Quick Subjective Analysis

Purely from reading the story, there's every reason to accept it as an authentic account of an incident in Jesus' life. Jesus' response to the woman and her accusers is among His cleverest, most merciful and profound moments recorded anywhere. For me, I will never let this story be forgotten.

On the other hand, it doesn't add anything substantive to our understanding of Jesus, His mission, or His character. We already knew that He was merciful toward sinners and able to out-maneuver the arguments of the Jewish religious leaders. The story merely illustrates Jesus' saying:

“Judge not, that you be not judged. For with the judgment you pronounce you will be judged, and with the measure you use it will be measured to you. Why do you see the speck that is in your brother's eye, but do not notice the log that is in your own eye? Or how can you say to your brother, ‘Let me take the speck out of your eye,’ when there is the log in your own eye? You hypocrite, first take the log out of your own eye, and then you will see clearly to take the speck out of your brother's eye.—Matthew 7:1-5 (ESV)

Was it part of John's autograph?

Clearly not. According to B. M. Metzger, “the evidence for the non-Johannine origin of the pericope of the adulteress is overwhelming”. In fact, most modern English translations note (as blundin's answer points out of the ESV) that the passage doesn't belong in John. Unlike many problems in textual criticism, it isn't the case that one or two manuscripts leave the passage out. Many manuscripts (especially the earliest and best) don't include it, many of those that do include it mark the passage with asterisks or obeli that indicate it was questioned by the scribe, and other manuscripts place the text in one of five other locations (after John 7:36, after John 21:25, after John 8:12, after Luke 21:38, and after Luke 24:53).

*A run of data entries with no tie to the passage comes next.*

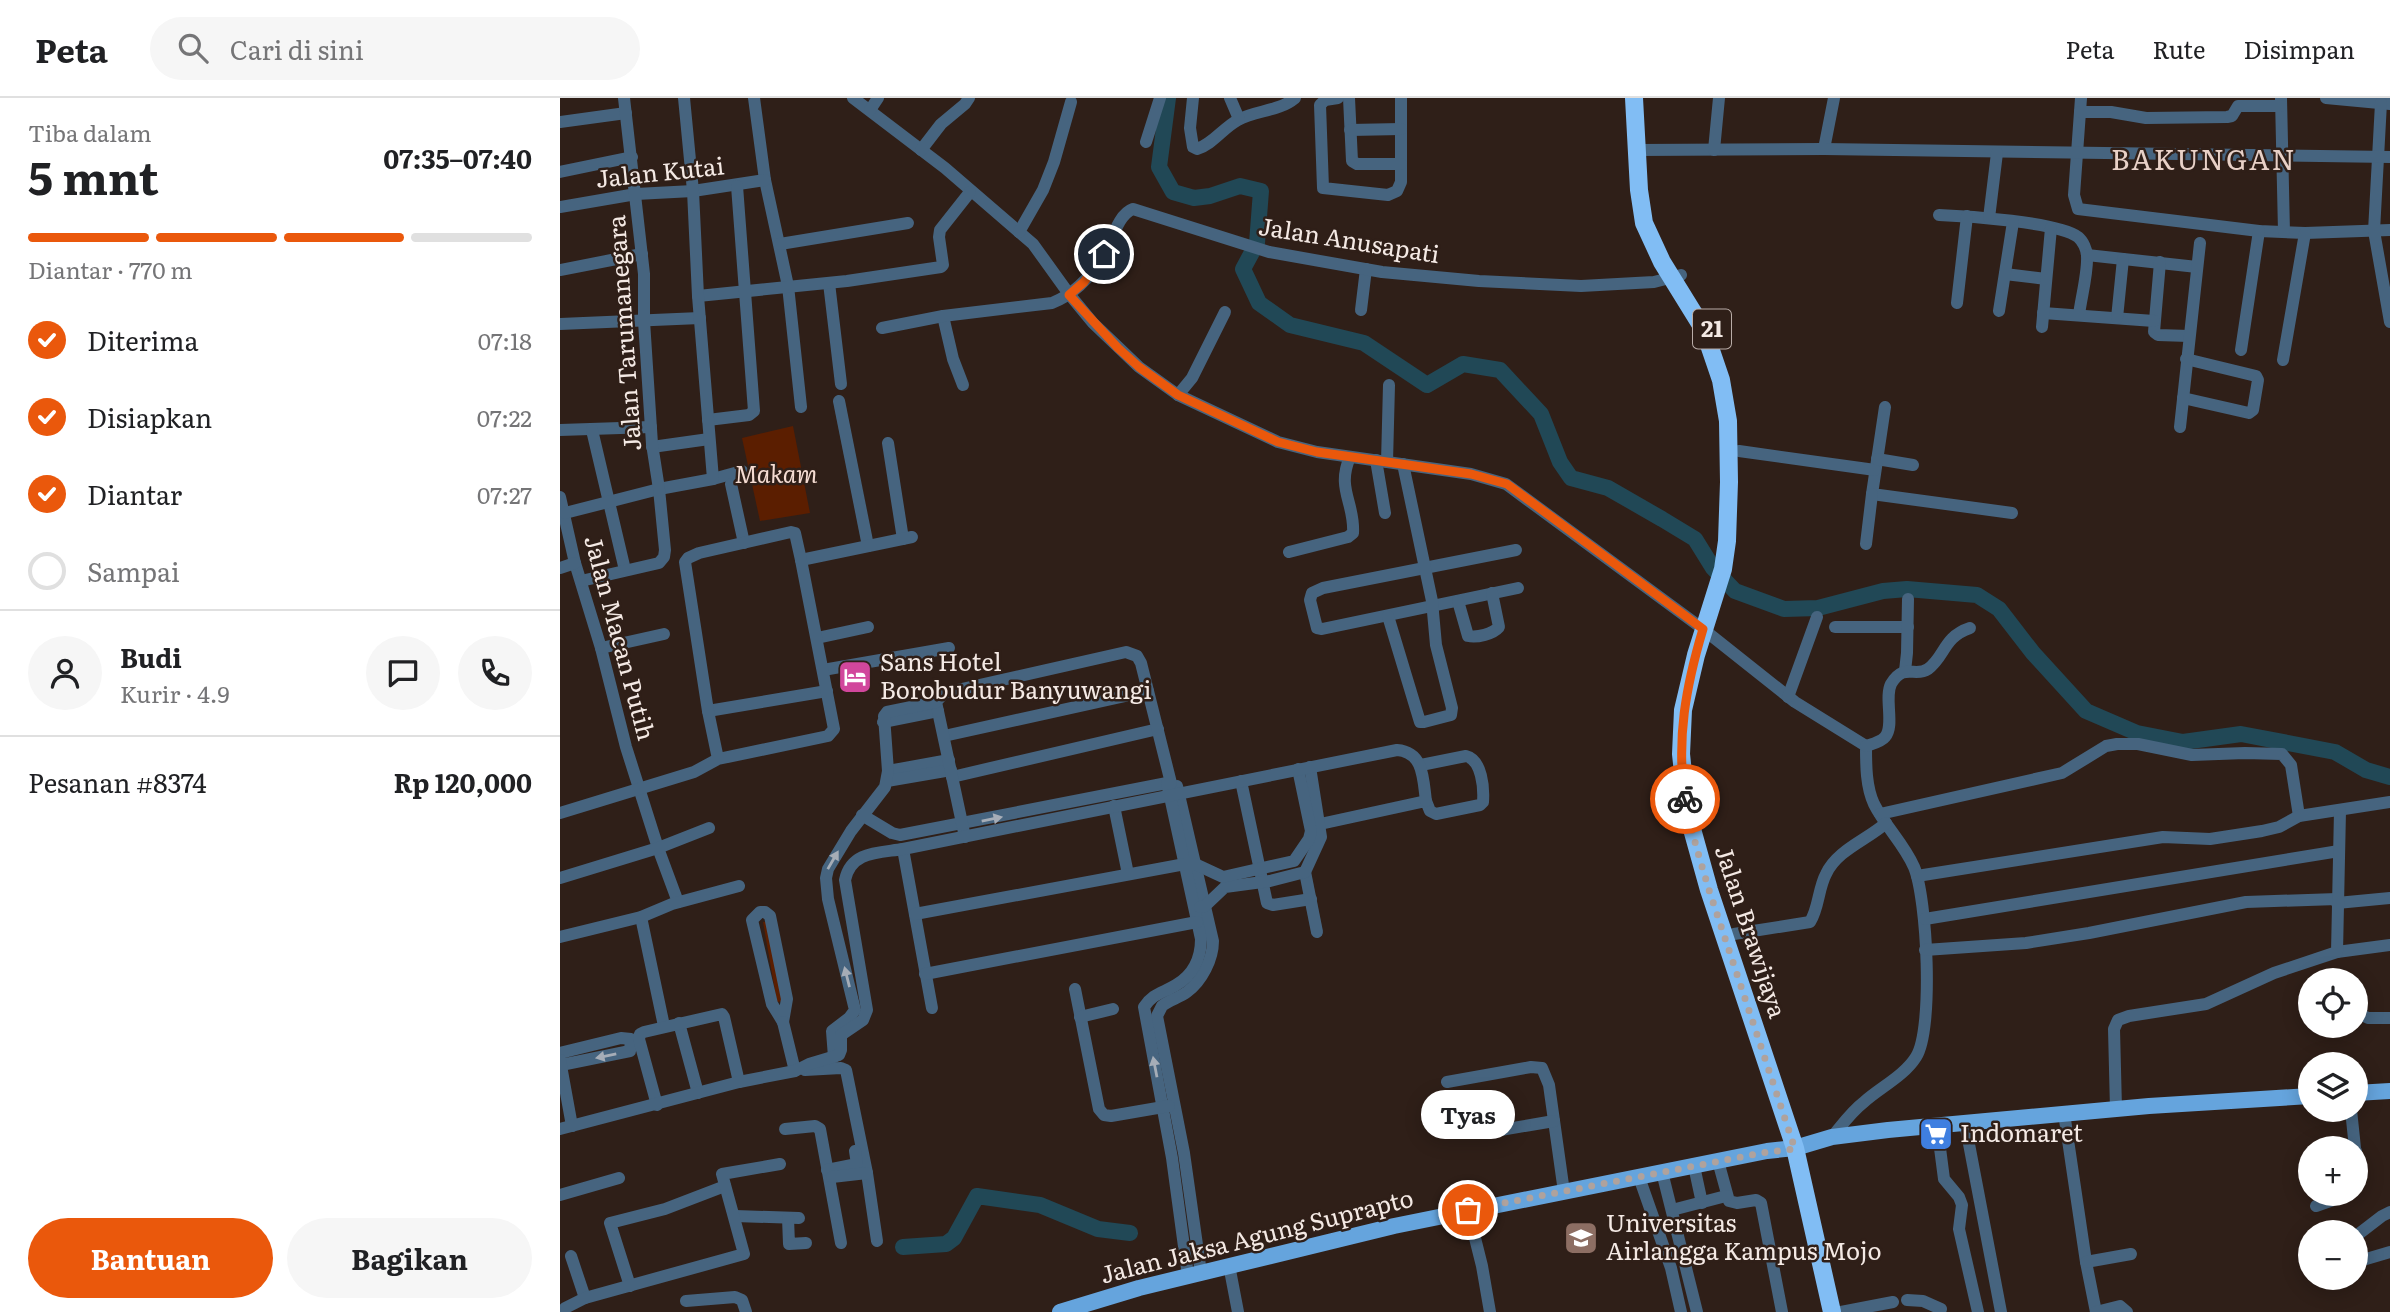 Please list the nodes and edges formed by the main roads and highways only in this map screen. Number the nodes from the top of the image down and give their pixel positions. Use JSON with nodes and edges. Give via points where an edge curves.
{"nodes":[{"id":1,"x":1634,"y":98,"type":"edge"},
{"id":2,"x":1644,"y":98,"type":"edge"},
{"id":3,"x":1642,"y":150,"type":"junction"},
{"id":4,"x":1677,"y":277,"type":"junction"},
{"id":5,"x":1726,"y":569,"type":"junction"},
{"id":6,"x":1707,"y":632,"type":"junction"},
{"id":7,"x":1751,"y":996,"type":"junction"},
{"id":8,"x":2390,"y":1091,"type":"edge"},
{"id":9,"x":2368,"y":1092,"type":"edge"},
{"id":10,"x":2298,"y":1097,"type":"edge"},
{"id":11,"x":1800,"y":1147,"type":"junction"},
{"id":12,"x":1060,"y":1312,"type":"edge"},
{"id":13,"x":1832,"y":1312,"type":"edge"},
{"id":14,"x":1842,"y":1312,"type":"edge"}],
"edges":[{"from":1,"to":3,"type":"highway","name":"Jalan Brawijaya","number":"21"},
{"from":2,"to":3,"type":"highway","name":"Jalan Brawijaya","number":"21"},
{"from":3,"to":4,"type":"highway","name":"Jalan Brawijaya","number":"21","via":[[1654,223]]},
{"from":4,"to":5,"type":"highway","name":"Jalan Brawijaya","number":"21","via":[[1704,330],[1727,416]]},
{"from":4,"to":5,"type":"highway","name":"Jalan Brawijaya","number":"21","via":[[1699,303],[1716,338],[1734,407],[1739,451],[1737,529]]},
{"from":5,"to":6,"type":"highway","name":"Jalan Brawijaya","number":"21"},
{"from":6,"to":7,"type":"highway","name":"Jalan Brawijaya","number":"21","via":[[1692,717],[1691,772],[1706,844]]},
{"from":6,"to":7,"type":"highway","name":"Jalan Brawijaya","number":"21","via":[[1683,710],[1683,781],[1696,846]]},
{"from":7,"to":11,"type":"highway","name":"Jalan Brawijaya","number":"21"},
{"from":8,"to":9,"type":"main road"},
{"from":10,"to":11,"type":"main road","name":"Jalan Jaksa Agung Suprapto","via":[[1965,1122],[1832,1137]]},
{"from":11,"to":12,"type":"main road","name":"Jalan Jaksa Agung Suprapto","via":[[1468,1210],[1139,1287]]},
{"from":11,"to":13,"type":"highway","name":"Jalan Brawijaya","number":"21","via":[[1801,1172]]},
{"from":11,"to":14,"type":"highway","number":"21"}]}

We can't know the complete history of the text, but the usual theory is that scribes wanted to include the story somewhere (and rightfully so) but there was no clear place to put it. So each scribe made an educated guess. Wikipedia points out that the earliest manuscript to include the text in either Latin or Greek is dated to the late 4th or early 5th century. The fourfold gospel (which includes John) was asserted as canonical as early as the 2nd century father Irenaeus, so if the pericope adulterae was not included at that time, it technically wouldn't be canonical.

Should we treat the text as "Inspired"?

When it comes to this passage I feel like we should follow Jesus' advice:

And as they continued to ask him, he stood up and said to them, “Let him who is without sin among you be the first to throw a stone at her.”—John 8:7 (ESV)

For that reason, I'm reluctant to cast it out of the umbrella of "inspired".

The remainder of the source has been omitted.